──────── Records provided
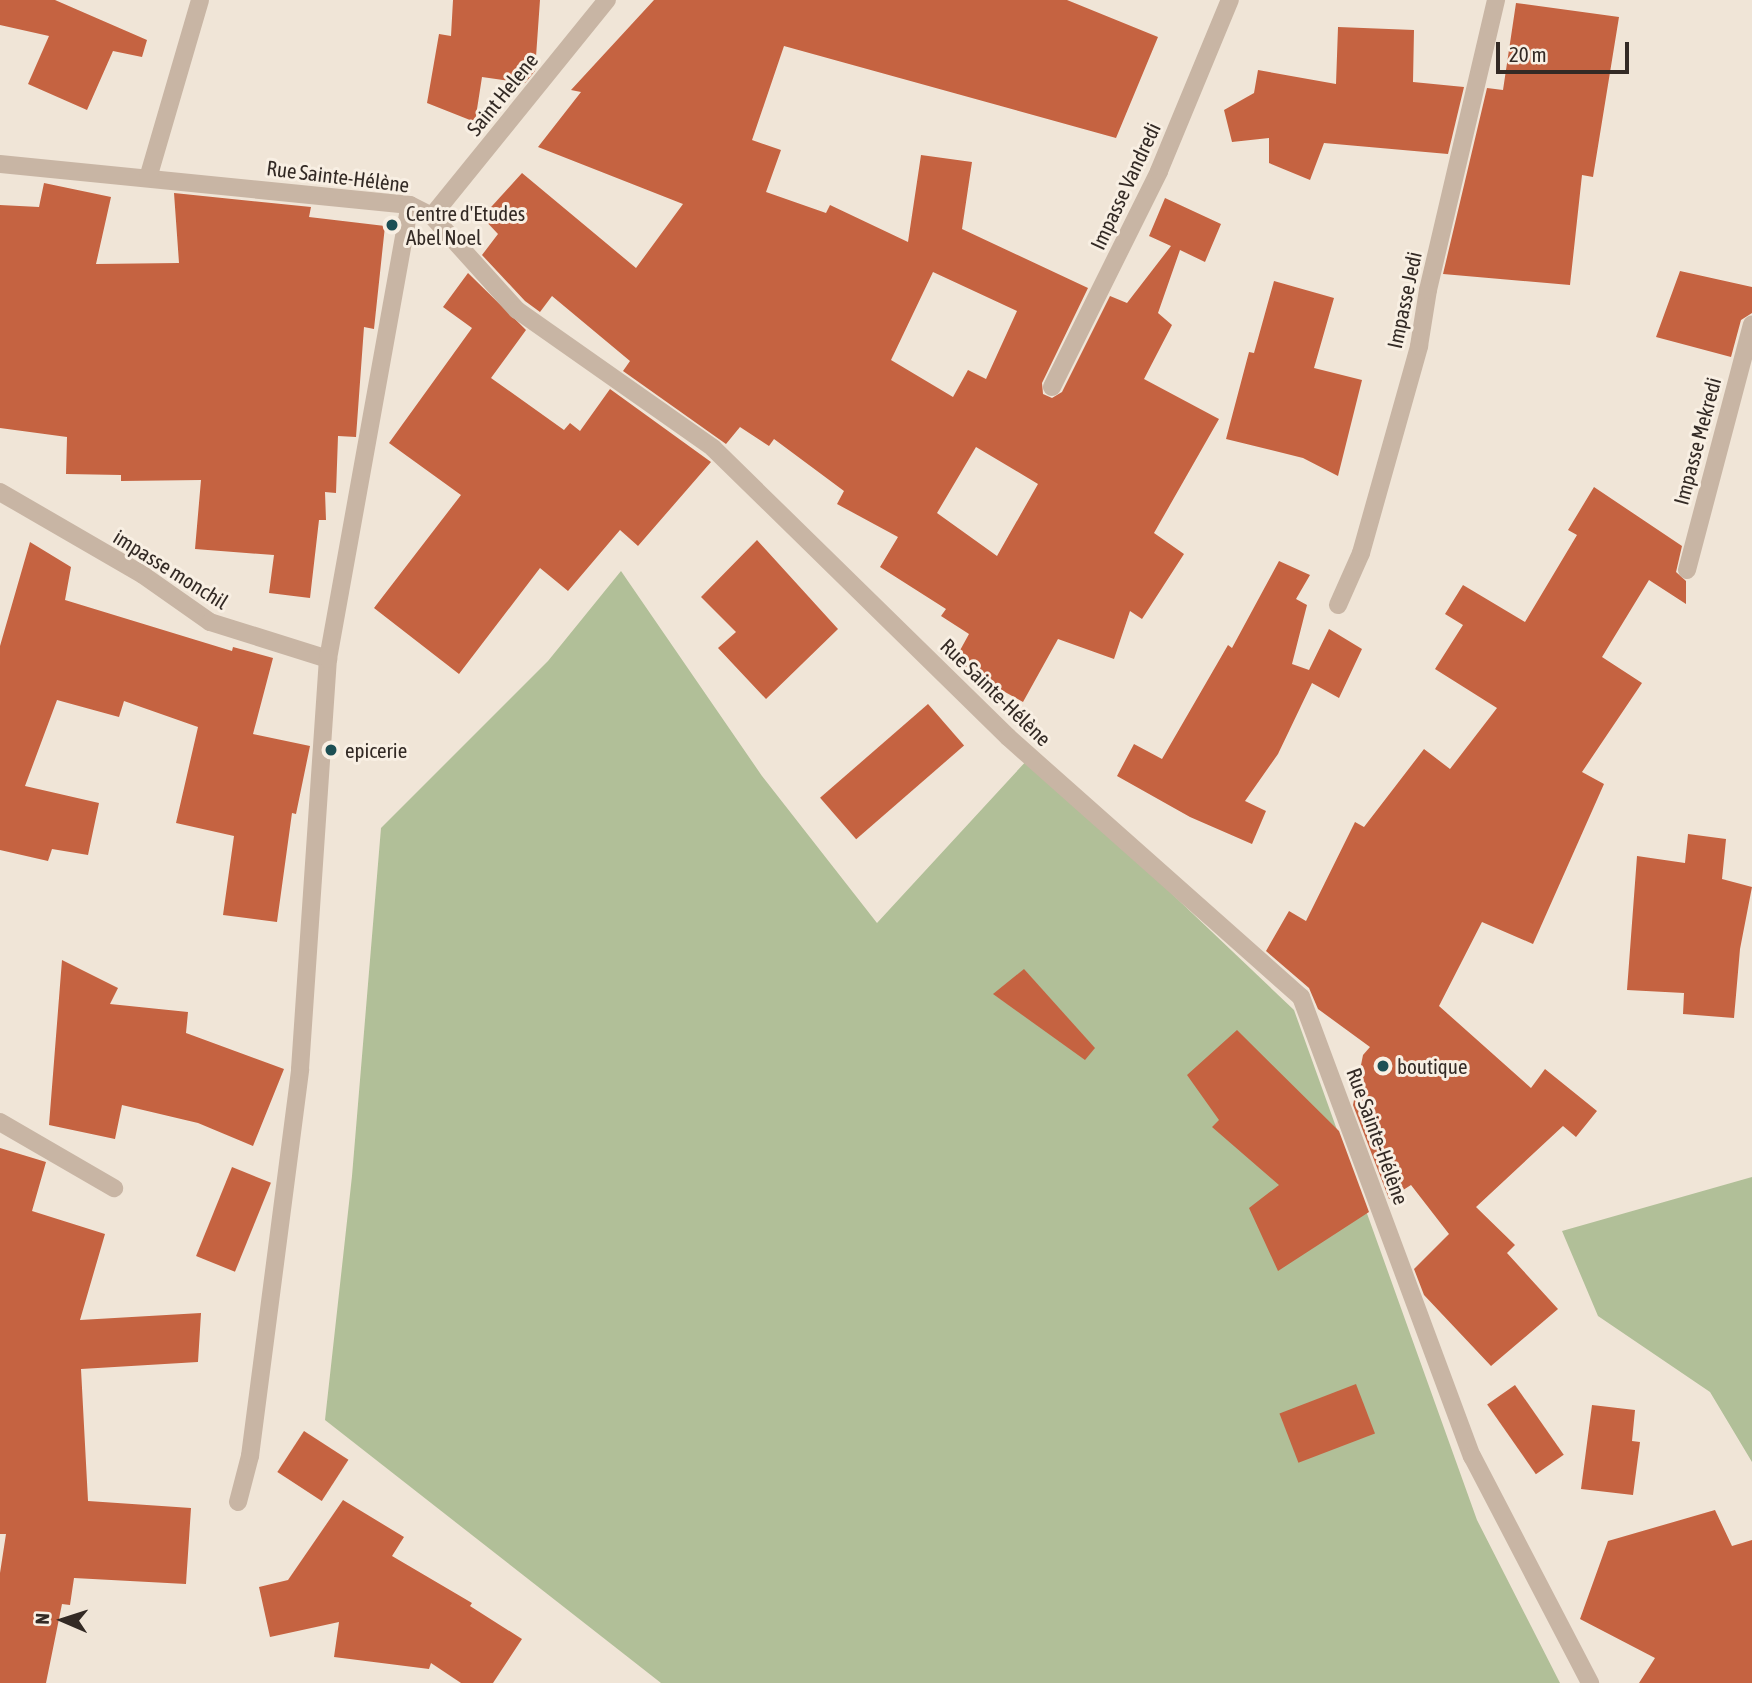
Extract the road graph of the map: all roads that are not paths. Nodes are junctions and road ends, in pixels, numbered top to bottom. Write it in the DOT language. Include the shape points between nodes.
graph roads {
  1 [pos="200,0"];
  2 [pos="607,0"];
  3 [pos="1230,0"];
  4 [pos="1496,0"];
  5 [pos="0,164"];
  6 [pos="148,178"];
  7 [pos="410,205"];
  8 [pos="432,216"];
  9 [pos="1752,324"];
  10 [pos="1052,387"];
  11 [pos="0,492"];
  12 [pos="1687,570"];
  13 [pos="1338,605"];
  14 [pos="328,659"];
  15 [pos="0,1122"];
  16 [pos="114,1188"];
  17 [pos="238,1502"];
  18 [pos="1590,1683"];
  1 -- 6 [label="street"];
  2 -- 8 [label="street, Saint Helene"];
  3 -- 10 [label="street, Impasse Vandredi" via="1159,171"];
  4 -- 13 [label="street, Impasse Jedi" via="1419,346 1361,553"];
  5 -- 6 [label="street, Rue Sainte-Hélène"];
  6 -- 7 [label="street, Rue Sainte-Hélène"];
  7 -- 8 [label="street, Rue Sainte-Hélène"];
  7 -- 14 [label="street"];
  8 -- 18 [label="street, Rue Sainte-Hélène" via="517,310 713,448 1007,737 1303,999 1472,1456"];
  9 -- 12 [label="street, Impasse Mekredi"];
  11 -- 14 [label="street, impasse monchil" via="143,575 210,622"];
  14 -- 17 [label="street" via="300,1069 250,1456"];
  15 -- 16 [label="street"];
}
────────────────
▶ _Exercise prompt_
Extract the entries in full, exactly as they are, minus the pictures.

▶ _Solution for this exercise_
Extract the road graph of the map: all roads that are not paths. Nodes are junctions and road ends, in pixels, numbered top to bottom. Write it in the DOT language. Include the shape points between nodes.
graph roads {
  1 [pos="200,0"];
  2 [pos="607,0"];
  3 [pos="1230,0"];
  4 [pos="1496,0"];
  5 [pos="0,164"];
  6 [pos="148,178"];
  7 [pos="410,205"];
  8 [pos="432,216"];
  9 [pos="1752,324"];
  10 [pos="1052,387"];
  11 [pos="0,492"];
  12 [pos="1687,570"];
  13 [pos="1338,605"];
  14 [pos="328,659"];
  15 [pos="0,1122"];
  16 [pos="114,1188"];
  17 [pos="238,1502"];
  18 [pos="1590,1683"];
  1 -- 6 [label="street"];
  2 -- 8 [label="street, Saint Helene"];
  3 -- 10 [label="street, Impasse Vandredi" via="1159,171"];
  4 -- 13 [label="street, Impasse Jedi" via="1419,346 1361,553"];
  5 -- 6 [label="street, Rue Sainte-Hélène"];
  6 -- 7 [label="street, Rue Sainte-Hélène"];
  7 -- 8 [label="street, Rue Sainte-Hélène"];
  7 -- 14 [label="street"];
  8 -- 18 [label="street, Rue Sainte-Hélène" via="517,310 713,448 1007,737 1303,999 1472,1456"];
  9 -- 12 [label="street, Impasse Mekredi"];
  11 -- 14 [label="street, impasse monchil" via="143,575 210,622"];
  14 -- 17 [label="street" via="300,1069 250,1456"];
  15 -- 16 [label="street"];
}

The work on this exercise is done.